» **Available data**
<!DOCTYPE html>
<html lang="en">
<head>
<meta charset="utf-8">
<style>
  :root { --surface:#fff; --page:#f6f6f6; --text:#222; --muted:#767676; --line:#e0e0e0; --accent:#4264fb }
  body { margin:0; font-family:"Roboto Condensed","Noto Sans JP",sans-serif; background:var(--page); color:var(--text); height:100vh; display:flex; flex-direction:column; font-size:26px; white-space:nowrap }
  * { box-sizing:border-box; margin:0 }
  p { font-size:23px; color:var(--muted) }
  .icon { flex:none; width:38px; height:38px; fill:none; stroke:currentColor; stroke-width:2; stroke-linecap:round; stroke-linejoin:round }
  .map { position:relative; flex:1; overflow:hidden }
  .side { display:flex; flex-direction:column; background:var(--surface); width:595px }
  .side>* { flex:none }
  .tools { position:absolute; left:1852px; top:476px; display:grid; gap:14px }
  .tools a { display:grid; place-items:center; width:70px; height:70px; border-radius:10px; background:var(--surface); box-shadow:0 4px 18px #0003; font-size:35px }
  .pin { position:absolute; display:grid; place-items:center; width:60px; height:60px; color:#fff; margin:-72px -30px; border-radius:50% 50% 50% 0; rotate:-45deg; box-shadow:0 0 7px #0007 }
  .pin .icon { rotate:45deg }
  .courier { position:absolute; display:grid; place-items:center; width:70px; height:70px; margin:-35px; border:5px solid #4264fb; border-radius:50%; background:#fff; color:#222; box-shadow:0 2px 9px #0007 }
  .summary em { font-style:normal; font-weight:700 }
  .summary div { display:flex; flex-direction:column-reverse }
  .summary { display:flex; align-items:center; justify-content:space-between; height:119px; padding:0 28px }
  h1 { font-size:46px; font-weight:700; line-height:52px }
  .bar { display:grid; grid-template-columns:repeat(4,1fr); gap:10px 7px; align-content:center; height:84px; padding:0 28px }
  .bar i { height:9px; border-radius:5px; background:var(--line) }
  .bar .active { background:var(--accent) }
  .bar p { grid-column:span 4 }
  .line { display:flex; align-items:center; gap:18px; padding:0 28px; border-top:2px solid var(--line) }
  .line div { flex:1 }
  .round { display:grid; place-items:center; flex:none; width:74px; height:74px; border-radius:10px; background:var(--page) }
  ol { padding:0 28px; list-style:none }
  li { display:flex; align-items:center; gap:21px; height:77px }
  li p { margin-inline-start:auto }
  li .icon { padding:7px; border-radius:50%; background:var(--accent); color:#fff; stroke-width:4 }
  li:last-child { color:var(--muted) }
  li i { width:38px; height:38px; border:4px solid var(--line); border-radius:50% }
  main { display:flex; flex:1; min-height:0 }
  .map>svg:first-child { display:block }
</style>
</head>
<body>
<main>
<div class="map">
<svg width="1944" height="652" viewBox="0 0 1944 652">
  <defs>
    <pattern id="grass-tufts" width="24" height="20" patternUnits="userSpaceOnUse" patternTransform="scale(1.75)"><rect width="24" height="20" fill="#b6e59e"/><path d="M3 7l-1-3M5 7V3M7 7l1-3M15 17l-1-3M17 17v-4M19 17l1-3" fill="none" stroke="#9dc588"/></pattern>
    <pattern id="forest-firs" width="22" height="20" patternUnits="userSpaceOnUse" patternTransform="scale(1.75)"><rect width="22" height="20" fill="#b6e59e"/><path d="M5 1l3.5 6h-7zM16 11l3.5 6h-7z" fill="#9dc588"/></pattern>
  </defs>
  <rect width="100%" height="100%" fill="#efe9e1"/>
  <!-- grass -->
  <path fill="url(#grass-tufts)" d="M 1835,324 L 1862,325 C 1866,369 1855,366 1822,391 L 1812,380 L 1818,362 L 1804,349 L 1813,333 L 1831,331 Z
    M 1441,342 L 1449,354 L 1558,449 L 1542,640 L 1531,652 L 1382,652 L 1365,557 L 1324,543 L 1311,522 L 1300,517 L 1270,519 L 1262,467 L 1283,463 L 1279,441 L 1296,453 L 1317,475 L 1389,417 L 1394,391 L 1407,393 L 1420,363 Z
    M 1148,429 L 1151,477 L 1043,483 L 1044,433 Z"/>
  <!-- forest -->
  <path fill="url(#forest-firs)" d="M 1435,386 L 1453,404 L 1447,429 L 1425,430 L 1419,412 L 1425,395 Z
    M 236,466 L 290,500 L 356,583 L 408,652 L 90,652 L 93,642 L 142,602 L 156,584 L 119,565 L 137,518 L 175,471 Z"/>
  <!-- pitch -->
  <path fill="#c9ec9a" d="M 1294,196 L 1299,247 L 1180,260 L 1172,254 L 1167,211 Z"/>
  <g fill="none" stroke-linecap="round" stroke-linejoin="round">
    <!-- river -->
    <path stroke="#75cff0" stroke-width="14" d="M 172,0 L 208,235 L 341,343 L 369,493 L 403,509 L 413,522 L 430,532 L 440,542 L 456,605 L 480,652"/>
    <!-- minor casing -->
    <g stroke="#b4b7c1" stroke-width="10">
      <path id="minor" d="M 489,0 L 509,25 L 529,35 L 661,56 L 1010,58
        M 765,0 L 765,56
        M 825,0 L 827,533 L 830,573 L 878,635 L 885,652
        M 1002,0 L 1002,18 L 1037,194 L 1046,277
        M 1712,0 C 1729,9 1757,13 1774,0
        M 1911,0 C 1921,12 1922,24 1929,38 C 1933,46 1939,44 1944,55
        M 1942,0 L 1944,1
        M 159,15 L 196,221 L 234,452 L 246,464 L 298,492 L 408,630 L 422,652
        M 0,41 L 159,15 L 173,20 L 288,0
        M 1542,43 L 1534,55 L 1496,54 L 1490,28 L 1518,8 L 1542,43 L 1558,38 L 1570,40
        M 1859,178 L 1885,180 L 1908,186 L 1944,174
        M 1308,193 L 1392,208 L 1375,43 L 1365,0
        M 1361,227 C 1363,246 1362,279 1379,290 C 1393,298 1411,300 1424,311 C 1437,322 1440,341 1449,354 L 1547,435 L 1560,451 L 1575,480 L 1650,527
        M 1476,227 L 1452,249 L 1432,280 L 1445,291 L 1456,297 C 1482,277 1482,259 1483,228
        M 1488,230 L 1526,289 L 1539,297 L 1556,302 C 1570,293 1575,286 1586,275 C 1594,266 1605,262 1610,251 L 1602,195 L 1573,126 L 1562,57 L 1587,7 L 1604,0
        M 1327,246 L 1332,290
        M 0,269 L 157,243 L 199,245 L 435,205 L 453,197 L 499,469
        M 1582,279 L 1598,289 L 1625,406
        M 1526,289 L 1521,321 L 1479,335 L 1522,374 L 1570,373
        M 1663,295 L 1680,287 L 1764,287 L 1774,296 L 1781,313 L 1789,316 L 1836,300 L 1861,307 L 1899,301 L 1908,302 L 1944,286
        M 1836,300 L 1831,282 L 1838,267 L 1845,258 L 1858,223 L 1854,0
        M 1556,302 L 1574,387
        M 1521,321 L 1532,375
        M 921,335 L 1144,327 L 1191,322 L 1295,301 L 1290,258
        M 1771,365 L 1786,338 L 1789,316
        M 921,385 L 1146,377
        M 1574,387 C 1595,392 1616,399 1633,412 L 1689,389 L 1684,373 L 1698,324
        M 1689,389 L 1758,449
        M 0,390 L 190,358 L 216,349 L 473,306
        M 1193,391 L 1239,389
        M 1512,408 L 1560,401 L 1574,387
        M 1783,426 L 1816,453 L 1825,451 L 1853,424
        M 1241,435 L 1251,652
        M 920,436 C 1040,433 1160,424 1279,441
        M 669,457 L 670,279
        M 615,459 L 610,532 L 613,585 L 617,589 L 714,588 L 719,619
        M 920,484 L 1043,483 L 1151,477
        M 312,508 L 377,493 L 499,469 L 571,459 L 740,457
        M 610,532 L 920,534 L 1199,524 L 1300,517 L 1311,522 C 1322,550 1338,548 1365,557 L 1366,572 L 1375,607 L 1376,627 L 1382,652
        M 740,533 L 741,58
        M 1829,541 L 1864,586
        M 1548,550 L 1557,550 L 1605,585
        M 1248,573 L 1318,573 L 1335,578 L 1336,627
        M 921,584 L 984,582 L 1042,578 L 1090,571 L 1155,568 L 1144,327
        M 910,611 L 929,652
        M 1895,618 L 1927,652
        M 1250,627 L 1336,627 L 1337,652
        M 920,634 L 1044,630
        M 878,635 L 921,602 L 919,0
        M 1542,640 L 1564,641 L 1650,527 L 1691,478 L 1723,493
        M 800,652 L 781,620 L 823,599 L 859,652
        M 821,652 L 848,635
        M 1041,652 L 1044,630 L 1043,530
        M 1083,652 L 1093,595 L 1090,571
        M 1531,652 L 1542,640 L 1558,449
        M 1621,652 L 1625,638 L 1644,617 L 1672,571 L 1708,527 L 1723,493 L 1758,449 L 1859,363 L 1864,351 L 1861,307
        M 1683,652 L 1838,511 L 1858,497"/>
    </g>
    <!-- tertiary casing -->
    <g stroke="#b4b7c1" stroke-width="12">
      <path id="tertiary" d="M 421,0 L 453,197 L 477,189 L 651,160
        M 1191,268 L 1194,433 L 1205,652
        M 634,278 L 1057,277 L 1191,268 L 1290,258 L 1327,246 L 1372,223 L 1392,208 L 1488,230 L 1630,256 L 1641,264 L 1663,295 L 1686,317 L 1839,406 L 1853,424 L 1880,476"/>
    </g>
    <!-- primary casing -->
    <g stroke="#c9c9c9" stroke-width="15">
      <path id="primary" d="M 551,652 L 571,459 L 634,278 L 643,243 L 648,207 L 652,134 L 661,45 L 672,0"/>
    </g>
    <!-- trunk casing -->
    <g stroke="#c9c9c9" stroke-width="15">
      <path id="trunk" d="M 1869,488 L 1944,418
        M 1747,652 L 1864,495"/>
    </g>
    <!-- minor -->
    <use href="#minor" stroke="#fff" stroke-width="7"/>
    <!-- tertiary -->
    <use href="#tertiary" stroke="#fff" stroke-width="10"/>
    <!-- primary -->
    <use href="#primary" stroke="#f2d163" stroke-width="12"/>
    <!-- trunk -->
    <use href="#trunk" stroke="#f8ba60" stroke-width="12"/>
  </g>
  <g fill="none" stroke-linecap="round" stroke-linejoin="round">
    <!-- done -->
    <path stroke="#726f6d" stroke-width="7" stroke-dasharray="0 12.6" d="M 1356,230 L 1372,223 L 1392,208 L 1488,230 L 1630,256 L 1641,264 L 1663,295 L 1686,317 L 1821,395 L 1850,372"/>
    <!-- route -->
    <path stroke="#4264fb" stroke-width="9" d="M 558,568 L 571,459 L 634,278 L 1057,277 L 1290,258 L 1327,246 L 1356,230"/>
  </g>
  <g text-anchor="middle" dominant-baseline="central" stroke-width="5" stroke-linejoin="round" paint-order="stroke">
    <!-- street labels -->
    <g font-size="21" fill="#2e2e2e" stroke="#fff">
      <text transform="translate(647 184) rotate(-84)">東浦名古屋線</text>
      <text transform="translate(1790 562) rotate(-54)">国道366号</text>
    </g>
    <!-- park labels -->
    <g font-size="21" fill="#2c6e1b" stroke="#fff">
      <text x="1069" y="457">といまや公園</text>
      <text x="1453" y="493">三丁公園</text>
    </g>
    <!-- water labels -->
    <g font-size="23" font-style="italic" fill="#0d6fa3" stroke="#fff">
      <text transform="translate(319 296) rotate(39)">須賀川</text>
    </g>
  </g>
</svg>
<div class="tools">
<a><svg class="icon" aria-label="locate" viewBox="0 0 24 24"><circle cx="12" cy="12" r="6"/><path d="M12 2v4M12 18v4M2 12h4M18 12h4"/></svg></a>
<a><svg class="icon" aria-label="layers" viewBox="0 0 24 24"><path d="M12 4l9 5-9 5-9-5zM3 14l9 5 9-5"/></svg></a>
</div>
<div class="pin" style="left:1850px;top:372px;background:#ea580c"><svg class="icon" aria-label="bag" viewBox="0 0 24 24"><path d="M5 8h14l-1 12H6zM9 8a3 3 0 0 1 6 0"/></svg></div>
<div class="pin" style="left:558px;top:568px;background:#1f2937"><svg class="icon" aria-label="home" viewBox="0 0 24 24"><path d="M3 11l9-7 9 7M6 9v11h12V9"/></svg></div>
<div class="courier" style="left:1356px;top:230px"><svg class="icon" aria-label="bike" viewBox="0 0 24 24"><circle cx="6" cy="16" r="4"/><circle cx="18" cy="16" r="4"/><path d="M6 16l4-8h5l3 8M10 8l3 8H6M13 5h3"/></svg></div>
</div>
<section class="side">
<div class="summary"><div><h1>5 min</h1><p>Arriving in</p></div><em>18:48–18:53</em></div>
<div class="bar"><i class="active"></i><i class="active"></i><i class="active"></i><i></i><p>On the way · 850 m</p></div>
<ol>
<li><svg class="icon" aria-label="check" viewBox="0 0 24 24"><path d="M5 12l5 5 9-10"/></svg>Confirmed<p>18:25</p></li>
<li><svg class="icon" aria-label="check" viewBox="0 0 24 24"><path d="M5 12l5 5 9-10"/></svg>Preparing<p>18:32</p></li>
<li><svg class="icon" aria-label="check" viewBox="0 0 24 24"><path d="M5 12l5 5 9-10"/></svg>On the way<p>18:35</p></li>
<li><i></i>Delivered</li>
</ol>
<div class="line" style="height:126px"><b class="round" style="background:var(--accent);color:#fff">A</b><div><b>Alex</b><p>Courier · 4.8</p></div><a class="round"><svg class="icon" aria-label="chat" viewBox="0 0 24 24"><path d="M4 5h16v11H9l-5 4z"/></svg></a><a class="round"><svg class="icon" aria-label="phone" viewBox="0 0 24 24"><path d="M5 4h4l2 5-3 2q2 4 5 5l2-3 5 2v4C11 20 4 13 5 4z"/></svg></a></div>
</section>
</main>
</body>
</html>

» **Exercise brief**
Of the lines in the listing above, count those containing the word "tools", and state the count alone.

» **Solution to this task**
3